Mutate and replace strings to new column

Glad you worked out a solution! Here are a few alternative ideas that might be a bit more streamlined. When recoding variables like this, I personally strongly favor maximizing readability and future maintainability — I don't want it to be a mystery to future-me (or anybody else) where and how the data coding decisions are made.

Set up test data frame

library(tidyverse)

mrgb_trus <- data.frame(
  MRGB_gleason = c("3+4", "4", "3+4", "4+4", "3+3",NA, "3+4", "3+3", NA, "4+3", 
    "3+3", "3+4", "3+4", NA, "3", "3+4", NA, NA, NA, NA, "4+3", "3+4", "3+3", 
    "4+3", "4+4", "4+5", "3+3", "4+3", "4+3", NA, NA, "3+3", "4+4", "3+4", "4+5", 
    "3+3", "5+4", NA, NA, "3+4", "4+3", NA, "3+3", "4+3", "3+4", "3+4", "3+4", NA, 
    "4+4", "4+3", "3+4", "3+4"), 
  stringsAsFactors = FALSE)

Option 1: case_when()

mrgb_trus_case_when <- mrgb_trus %>% 
  mutate(
    MRGGG = case_when(
      is.na(MRGB_gleason) ~ "0",
      MRGB_gleason == "3" ~ "1",
      MRGB_gleason == "4" ~ "1",
      MRGB_gleason == "3+3" ~ "1",
      MRGB_gleason == "3+4" ~ "2",
      MRGB_gleason == "4+3" ~ "3",
      MRGB_gleason == "4+4" ~ "4",
      MRGB_gleason == "4+5" ~ "5",
      MRGB_gleason == "5+4" ~ "5",
      MRGB_gleason == "5+5" ~ "5"
    )
  )

Option 2: Join with a lookup table

To maximize maintainability, you could store your lookup table as a CSV (reading it in as needed).
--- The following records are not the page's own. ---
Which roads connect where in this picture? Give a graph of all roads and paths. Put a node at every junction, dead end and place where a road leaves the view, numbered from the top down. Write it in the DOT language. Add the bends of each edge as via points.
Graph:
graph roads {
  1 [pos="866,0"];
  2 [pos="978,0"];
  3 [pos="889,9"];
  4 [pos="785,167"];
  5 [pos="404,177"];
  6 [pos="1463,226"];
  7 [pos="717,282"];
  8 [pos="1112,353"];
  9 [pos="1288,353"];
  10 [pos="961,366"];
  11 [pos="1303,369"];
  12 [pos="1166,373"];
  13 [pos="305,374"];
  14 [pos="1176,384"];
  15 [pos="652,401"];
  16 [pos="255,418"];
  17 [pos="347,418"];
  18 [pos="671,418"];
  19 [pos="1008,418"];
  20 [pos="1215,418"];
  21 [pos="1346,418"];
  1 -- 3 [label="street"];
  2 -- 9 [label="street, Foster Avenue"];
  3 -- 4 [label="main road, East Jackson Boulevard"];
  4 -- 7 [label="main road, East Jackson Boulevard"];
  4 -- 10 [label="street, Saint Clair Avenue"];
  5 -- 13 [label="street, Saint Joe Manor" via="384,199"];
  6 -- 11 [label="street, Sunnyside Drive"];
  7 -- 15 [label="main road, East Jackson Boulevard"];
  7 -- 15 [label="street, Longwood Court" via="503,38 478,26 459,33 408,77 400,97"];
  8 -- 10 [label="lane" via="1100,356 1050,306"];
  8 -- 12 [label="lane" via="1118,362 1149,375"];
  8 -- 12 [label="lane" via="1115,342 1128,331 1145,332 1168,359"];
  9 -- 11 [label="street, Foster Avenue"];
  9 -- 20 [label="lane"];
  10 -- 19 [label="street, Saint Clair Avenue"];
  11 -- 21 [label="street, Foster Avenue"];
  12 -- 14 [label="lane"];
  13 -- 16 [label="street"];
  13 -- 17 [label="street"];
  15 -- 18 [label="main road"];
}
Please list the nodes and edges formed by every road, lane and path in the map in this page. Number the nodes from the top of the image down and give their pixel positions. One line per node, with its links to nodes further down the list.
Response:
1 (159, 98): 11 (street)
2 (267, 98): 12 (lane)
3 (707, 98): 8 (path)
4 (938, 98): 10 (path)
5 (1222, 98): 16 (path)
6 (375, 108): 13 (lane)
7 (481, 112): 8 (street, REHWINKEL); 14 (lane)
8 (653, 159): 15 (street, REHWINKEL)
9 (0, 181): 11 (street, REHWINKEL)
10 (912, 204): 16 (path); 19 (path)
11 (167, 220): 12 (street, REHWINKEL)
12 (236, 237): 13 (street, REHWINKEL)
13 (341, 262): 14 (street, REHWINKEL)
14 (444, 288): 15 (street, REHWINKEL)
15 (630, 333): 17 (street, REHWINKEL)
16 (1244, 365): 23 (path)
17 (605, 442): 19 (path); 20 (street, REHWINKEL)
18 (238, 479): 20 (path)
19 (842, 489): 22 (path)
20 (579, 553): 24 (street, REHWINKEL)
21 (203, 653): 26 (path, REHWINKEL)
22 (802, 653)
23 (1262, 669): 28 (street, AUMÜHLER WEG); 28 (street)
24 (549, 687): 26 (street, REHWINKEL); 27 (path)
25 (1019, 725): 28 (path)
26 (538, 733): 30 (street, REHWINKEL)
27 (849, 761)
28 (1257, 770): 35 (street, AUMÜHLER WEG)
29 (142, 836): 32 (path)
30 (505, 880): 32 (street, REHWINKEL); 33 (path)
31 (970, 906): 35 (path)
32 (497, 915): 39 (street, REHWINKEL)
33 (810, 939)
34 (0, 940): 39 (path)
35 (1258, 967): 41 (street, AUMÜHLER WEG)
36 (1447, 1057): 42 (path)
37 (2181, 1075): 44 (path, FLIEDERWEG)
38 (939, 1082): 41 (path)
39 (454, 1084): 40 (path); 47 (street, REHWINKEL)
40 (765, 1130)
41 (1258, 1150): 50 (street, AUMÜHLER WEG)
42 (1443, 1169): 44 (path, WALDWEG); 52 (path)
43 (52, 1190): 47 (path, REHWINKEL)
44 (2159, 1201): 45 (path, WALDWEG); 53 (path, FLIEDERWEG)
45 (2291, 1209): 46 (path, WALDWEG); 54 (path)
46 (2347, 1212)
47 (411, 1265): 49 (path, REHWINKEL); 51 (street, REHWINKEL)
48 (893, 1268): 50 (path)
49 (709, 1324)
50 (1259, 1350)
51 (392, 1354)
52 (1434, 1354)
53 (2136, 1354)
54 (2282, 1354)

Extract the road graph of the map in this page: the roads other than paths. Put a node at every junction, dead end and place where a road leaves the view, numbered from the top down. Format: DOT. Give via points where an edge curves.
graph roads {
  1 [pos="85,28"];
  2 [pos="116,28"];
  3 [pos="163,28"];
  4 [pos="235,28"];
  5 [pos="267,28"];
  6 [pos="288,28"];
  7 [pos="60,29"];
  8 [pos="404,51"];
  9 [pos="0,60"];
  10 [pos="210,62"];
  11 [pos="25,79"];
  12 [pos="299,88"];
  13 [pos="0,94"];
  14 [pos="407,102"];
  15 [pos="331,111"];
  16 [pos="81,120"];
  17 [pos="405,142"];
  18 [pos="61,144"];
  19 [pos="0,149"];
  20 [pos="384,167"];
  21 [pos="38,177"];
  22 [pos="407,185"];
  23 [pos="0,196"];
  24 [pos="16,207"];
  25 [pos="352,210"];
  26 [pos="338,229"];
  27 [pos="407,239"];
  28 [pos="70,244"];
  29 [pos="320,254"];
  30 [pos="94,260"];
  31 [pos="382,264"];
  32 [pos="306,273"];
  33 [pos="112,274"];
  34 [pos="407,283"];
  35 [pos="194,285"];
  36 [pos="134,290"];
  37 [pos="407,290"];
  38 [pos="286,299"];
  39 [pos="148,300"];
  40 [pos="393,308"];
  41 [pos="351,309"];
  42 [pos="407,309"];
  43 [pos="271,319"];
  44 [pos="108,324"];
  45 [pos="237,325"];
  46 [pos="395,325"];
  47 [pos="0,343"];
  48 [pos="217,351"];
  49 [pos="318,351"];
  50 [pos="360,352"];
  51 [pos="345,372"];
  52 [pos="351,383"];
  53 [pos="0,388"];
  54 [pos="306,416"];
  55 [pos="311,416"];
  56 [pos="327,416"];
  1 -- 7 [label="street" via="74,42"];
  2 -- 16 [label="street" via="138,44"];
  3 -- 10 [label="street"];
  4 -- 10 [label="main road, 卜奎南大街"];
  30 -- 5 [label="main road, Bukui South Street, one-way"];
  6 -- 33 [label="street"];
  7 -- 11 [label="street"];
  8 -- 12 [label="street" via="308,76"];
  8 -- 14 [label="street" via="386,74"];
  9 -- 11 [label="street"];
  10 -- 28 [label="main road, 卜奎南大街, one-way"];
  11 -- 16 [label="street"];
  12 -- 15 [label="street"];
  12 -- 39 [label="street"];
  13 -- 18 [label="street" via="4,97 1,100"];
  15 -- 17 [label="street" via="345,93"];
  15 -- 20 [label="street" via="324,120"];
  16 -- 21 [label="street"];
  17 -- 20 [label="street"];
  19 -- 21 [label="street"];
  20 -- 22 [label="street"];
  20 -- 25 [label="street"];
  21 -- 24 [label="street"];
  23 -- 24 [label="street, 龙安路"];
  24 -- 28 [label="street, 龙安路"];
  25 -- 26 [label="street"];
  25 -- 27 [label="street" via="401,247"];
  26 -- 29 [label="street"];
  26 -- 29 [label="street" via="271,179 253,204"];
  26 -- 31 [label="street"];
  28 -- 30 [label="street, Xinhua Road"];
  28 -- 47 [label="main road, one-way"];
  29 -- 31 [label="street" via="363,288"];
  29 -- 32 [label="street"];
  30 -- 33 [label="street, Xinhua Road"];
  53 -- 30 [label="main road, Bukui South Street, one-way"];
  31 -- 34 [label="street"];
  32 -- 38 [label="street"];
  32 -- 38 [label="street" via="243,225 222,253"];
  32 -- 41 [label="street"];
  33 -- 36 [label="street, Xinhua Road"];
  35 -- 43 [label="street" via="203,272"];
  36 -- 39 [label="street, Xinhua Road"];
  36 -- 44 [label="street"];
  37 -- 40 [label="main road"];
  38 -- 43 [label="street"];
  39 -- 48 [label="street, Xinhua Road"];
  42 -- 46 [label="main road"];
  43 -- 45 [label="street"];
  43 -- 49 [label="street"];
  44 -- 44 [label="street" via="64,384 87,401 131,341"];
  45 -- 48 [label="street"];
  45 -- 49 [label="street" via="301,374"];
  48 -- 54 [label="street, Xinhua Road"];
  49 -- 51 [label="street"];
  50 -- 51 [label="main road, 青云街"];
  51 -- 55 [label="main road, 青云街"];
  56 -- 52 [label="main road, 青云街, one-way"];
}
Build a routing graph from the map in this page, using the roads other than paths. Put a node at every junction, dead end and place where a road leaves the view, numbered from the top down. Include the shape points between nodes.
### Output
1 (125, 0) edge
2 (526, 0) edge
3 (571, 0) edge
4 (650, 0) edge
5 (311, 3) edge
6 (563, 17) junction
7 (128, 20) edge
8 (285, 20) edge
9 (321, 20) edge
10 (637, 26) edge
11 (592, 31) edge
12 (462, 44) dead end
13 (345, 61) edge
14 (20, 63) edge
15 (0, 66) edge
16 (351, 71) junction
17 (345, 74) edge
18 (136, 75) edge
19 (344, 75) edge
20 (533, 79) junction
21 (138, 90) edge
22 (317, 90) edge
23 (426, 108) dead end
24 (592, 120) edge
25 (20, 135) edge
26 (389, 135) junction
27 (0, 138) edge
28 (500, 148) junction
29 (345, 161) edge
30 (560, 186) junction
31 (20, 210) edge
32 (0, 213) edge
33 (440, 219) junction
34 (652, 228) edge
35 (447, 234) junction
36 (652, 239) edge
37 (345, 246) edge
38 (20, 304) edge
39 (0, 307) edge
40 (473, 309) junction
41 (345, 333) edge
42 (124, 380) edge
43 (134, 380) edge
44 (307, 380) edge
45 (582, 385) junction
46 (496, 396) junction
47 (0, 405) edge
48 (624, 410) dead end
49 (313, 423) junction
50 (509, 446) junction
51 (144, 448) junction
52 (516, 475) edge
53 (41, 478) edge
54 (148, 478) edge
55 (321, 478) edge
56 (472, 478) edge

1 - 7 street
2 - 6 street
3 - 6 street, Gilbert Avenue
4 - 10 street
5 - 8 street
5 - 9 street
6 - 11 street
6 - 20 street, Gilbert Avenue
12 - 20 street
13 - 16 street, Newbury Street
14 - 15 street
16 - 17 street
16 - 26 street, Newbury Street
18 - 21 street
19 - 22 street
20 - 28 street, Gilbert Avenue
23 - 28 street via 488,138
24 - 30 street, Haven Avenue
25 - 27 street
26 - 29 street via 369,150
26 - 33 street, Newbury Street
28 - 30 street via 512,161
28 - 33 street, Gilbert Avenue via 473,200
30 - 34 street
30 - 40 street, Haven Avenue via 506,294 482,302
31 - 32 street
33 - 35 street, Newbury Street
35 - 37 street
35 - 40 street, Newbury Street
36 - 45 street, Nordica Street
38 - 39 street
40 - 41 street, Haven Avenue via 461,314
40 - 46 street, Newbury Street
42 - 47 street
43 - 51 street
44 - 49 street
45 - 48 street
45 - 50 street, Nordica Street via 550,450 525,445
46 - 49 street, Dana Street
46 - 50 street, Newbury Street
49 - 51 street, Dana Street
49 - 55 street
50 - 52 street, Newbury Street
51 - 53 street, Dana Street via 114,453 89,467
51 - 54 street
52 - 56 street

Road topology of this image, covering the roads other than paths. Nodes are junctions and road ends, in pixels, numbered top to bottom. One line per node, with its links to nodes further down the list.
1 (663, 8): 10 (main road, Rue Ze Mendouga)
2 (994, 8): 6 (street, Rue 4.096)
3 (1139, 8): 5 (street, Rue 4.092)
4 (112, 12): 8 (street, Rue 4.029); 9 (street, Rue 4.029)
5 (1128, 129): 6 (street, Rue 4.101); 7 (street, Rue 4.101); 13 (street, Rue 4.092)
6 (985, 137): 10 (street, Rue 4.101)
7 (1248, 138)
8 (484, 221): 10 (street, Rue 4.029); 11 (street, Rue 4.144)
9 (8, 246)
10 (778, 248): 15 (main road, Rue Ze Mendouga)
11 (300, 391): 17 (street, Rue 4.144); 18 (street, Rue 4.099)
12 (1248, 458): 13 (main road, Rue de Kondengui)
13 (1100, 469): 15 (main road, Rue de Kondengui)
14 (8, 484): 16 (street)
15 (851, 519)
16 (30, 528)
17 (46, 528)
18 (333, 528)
That way nobody has to go digging around inside the code to add translations, and the CSV itself can be stored along with other project metadata.

mrgb_lookup <- tribble(
  ~ gleas_score, ~ gleas_grd_grp,
    NA,            "0",
    "3",           "1",
    "4",           "1",
    "3+3",         "1",
    "3+4",         "2",
    "4+3",         "3",
    "4+4",         "4",
    "4+5",         "5",
    "5+4",         "5",
    "5+5",         "5"
)

mrgb_trus_inner_join <- mrgb_trus %>% 
  inner_join(mrgb_lookup, by = c("MRGB_gleason" = "gleas_score")) %>% 
  rename("MRGGG" = "gleas_grd_grp")   # new col will bring along name from lookup table

Both of these methods produce the same results as your solution:

mrgb_trus_3step <- mrgb_trus %>% 
  mutate(
    MRGGG = str_replace_all(
      MRGB_gleason, 
      c("3\\+3" = "1", "3\\+4" = "2", 
        "4\\+3" = "3", "4\\+4" = "4", 
        "4\\+5" = "5", "5\\+4" = "5", 
        "5\\+5" = "5")
    ),
    MRGGG = replace(MRGGG, is.na(MRGGG), 0),
    MRGGG = replace(MRGGG, MRGB_gleason == "3" | MRGB_gleason == "4", "1")
  )

identical(
  mrgb_trus_3step$MRGGG, 
  mrgb_trus_case_when$MRGGG
)
#> [1] TRUE

identical(
  mrgb_trus_3step$MRGGG, 
  mrgb_trus_inner_join$MRGGG
)
#> [1] TRUE

Notes:

  • As seen above, you can put all your mutate steps in a single call to mutate() — it applies the changes sequentially, so later steps in a single call get the updated values from earlier steps.
  • Eventually, you probably want to convert your Gleason Grade Group values into an ordered factor
  • You might be interested in the questionr package. It has some really neat interactive RStudio add-ins that help you build variable recoding code — see the vignette here: https://juba.github.io/questionr/articles/recoding_addins.html
3 Likes